Vibrant Summer Juice
This colourful and refreshing fruit pick-me-up is the perfect addition to your morning routine, or to accompany your afternoon snack and it is packed with Vitamin C!
You will need:
½ cup (120 ml) water
2 Large oranges, peeled
1 medium (60 g) apple, seeded
1 (135 g) carrot
1 cup (130 g) ice cubes
Place the fruits in your juicer and juice them, then add your water and ice cubes! You could even add a slice of orange as a garnish.
Garlic Parmesan Baked Eggplant
Eggplant is in season and can be used in a variety of ways! Did you know that the high fibre content in eggplants, which is a crucial element to maintaining a balanced diet, is a great way to improve your gastrointestinal health?

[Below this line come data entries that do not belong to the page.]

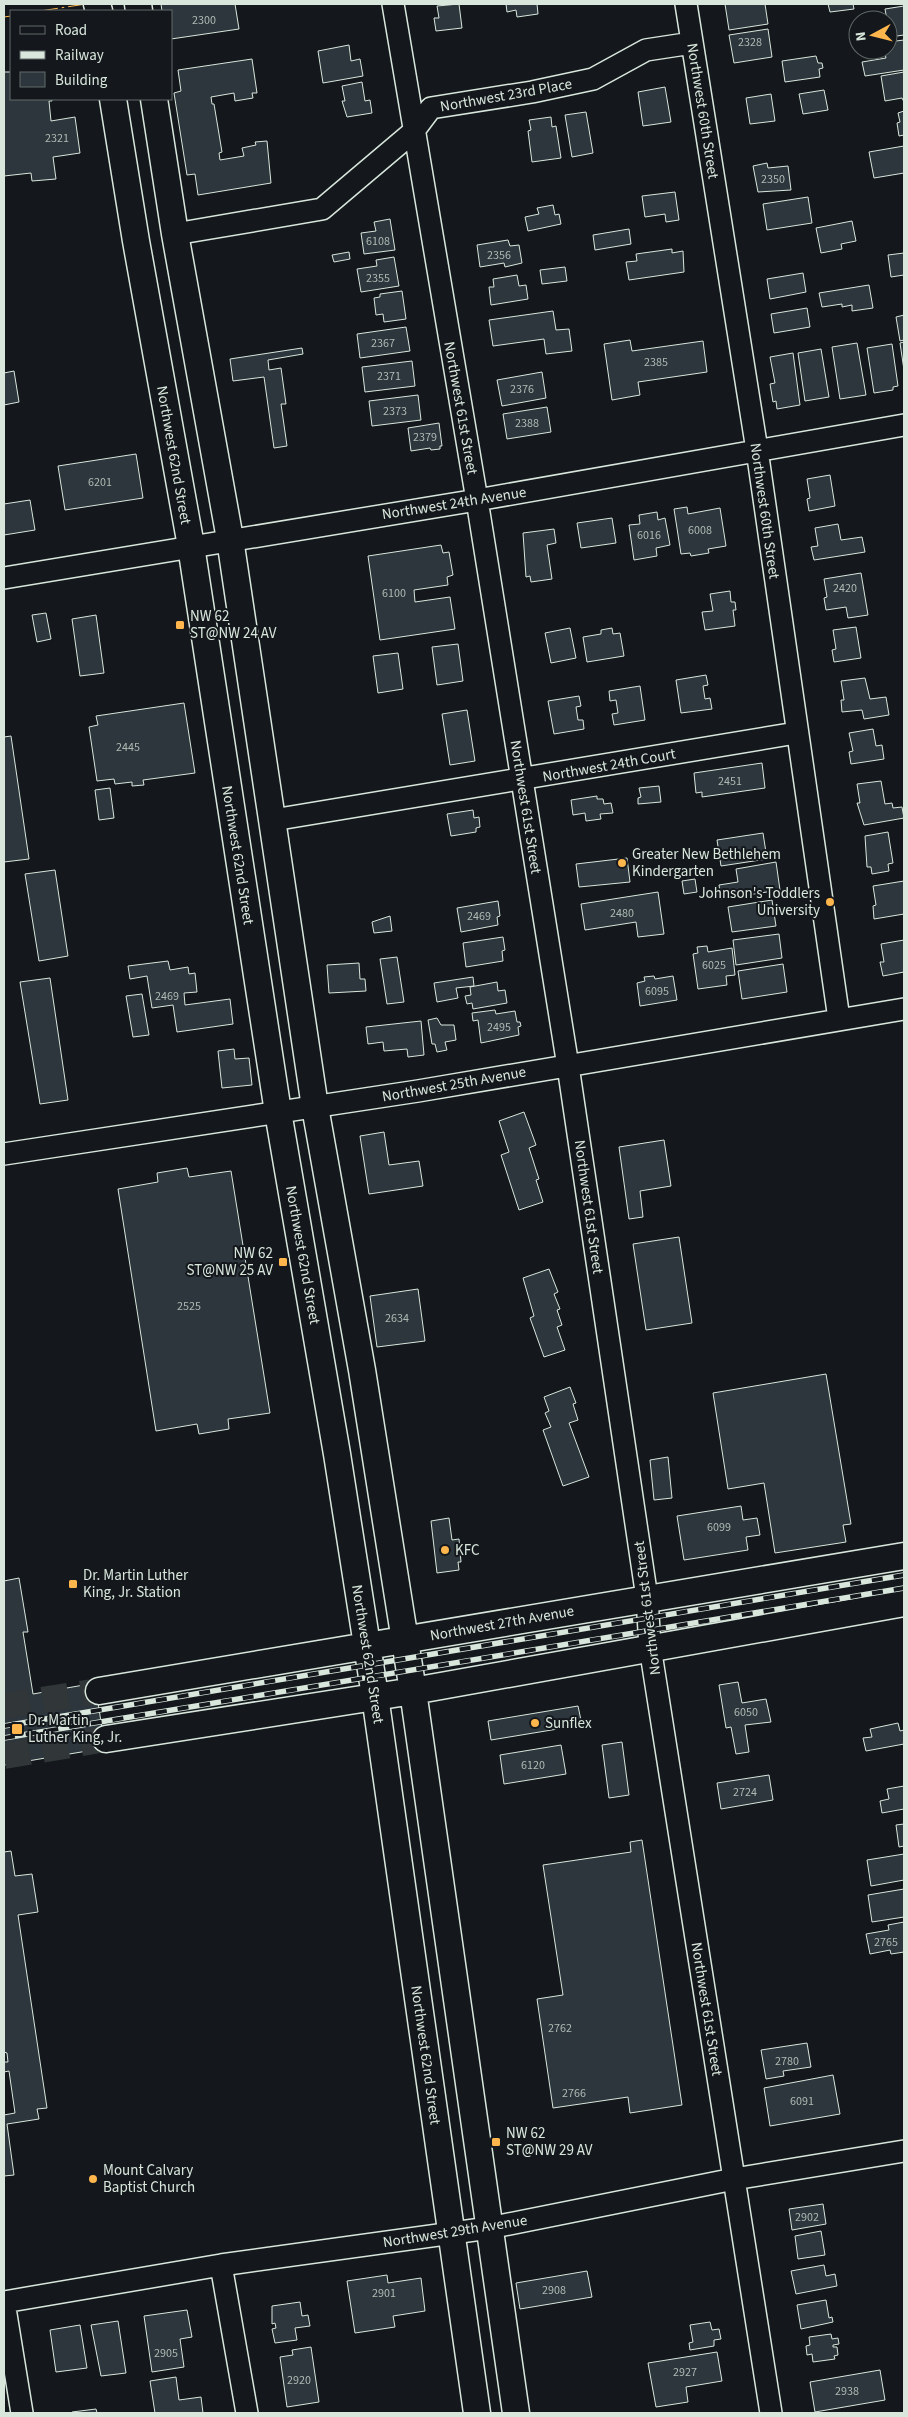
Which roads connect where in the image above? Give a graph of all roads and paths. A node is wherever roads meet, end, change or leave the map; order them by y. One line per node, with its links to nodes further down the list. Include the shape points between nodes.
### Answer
1 (393, 4): 6 (street, Northwest 61st Street)
2 (686, 4): 3 (street, Northwest 60th Street)
3 (692, 43): 6 (street, Northwest 23rd Place, via 646,50 592,79 431,108); 9 (street, Northwest 60th Street)
4 (113, 100): 12 (main road, Northwest 62nd Street)
5 (154, 100): 7 (main road)
6 (413, 132): 7 (street, Northwest 23rd Place, via 322,210); 10 (street, Northwest 61st Street)
7 (175, 234): 11 (main road)
8 (904, 425): 9 (street, Northwest 24th Avenue)
9 (756, 450): 10 (street, Northwest 24th Avenue); 14 (street, Northwest 60th Street)
10 (477, 500): 11 (street, Northwest 24th Avenue); 15 (street, Northwest 61st Street)
11 (230, 539): 12 (street, Northwest 24th Avenue); 16 (main road)
12 (191, 546): 13 (street, Northwest 24th Avenue); 21 (main road, Northwest 62nd Street)
13 (4, 578)
14 (796, 733): 15 (street, Northwest 24th Court); 18 (street, Northwest 60th Street)
15 (522, 780): 16 (street, Northwest 24th Court); 19 (street, Northwest 61st Street)
16 (273, 820): 20 (main road)
17 (904, 1009): 18 (street, Northwest 25th Avenue)
18 (839, 1019): 19 (street, Northwest 25th Avenue)
19 (568, 1066): 20 (street, Northwest 25th Avenue); 24 (street, Northwest 61st Street)
20 (315, 1107): 21 (street, Northwest 25th Avenue); 26 (main road, via 362,1370)
21 (278, 1112): 22 (street, Northwest 25th Avenue); 27 (main road, Northwest 62nd Street)
22 (4, 1150)
23 (904, 1556): 24 (main road, Northwest 27th Avenue)
24 (648, 1598): 26 (main road, Northwest 27th Avenue); 28 (street, Northwest 61st Street)
25 (904, 1602): 28 (main road)
26 (405, 1640): 27 (main road, Northwest 27th Avenue); 30 (main road)
27 (368, 1647): 29 (main road, Northwest 27th Avenue); 31 (main road, Northwest 62nd Street)
28 (650, 1647): 30 (main road); 34 (street, Northwest 61st Street)
29 (99, 1691)
30 (413, 1691): 31 (main road); 35 (main road)
31 (375, 1696): 32 (main road); 36 (main road, Northwest 62nd Street)
32 (106, 1739)
33 (904, 2151): 34 (street, Northwest 29th Avenue)
34 (734, 2179): 35 (street, Northwest 29th Avenue); 43 (street, Northwest 61st Street)
35 (489, 2228): 36 (street, Northwest 29th Avenue); 42 (main road)
36 (451, 2233): 37 (street, Northwest 29th Avenue); 41 (main road, Northwest 62nd Street)
37 (221, 2265): 38 (street, Northwest 29th Avenue); 40 (street)
38 (4, 2302): 39 (street)
39 (22, 2413)
40 (247, 2413)
41 (477, 2413)
42 (516, 2413)
43 (770, 2413)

This easy to make recipe can be served as an appetizer, side dish or used in main dishes. It also has the added benefit of being baked, instead of fried!
Ingredients
1 large eggplant
6 tablespoons unsalted butter melted
1 cup breadcrumbs
1/4 cup shredded Parmesan cheese
1/4 teaspoon smoked paprika
1/2 teaspoon garlic powder
1/2 teaspoon Italian seasoning
Instructions
Start by preparing the eggplant: wash the eggplant and trim off the green end. You can peel the skin if you like. Next, slice eggplant into disks. Place all disks in a colander or cooling rack and then set over a baking sheet, sprinkle with salt and let sit for at least 30 minutes
Next, melt butter in a bowl. Mix breadcrumbs, spices and Parmesan cheese in another bowl.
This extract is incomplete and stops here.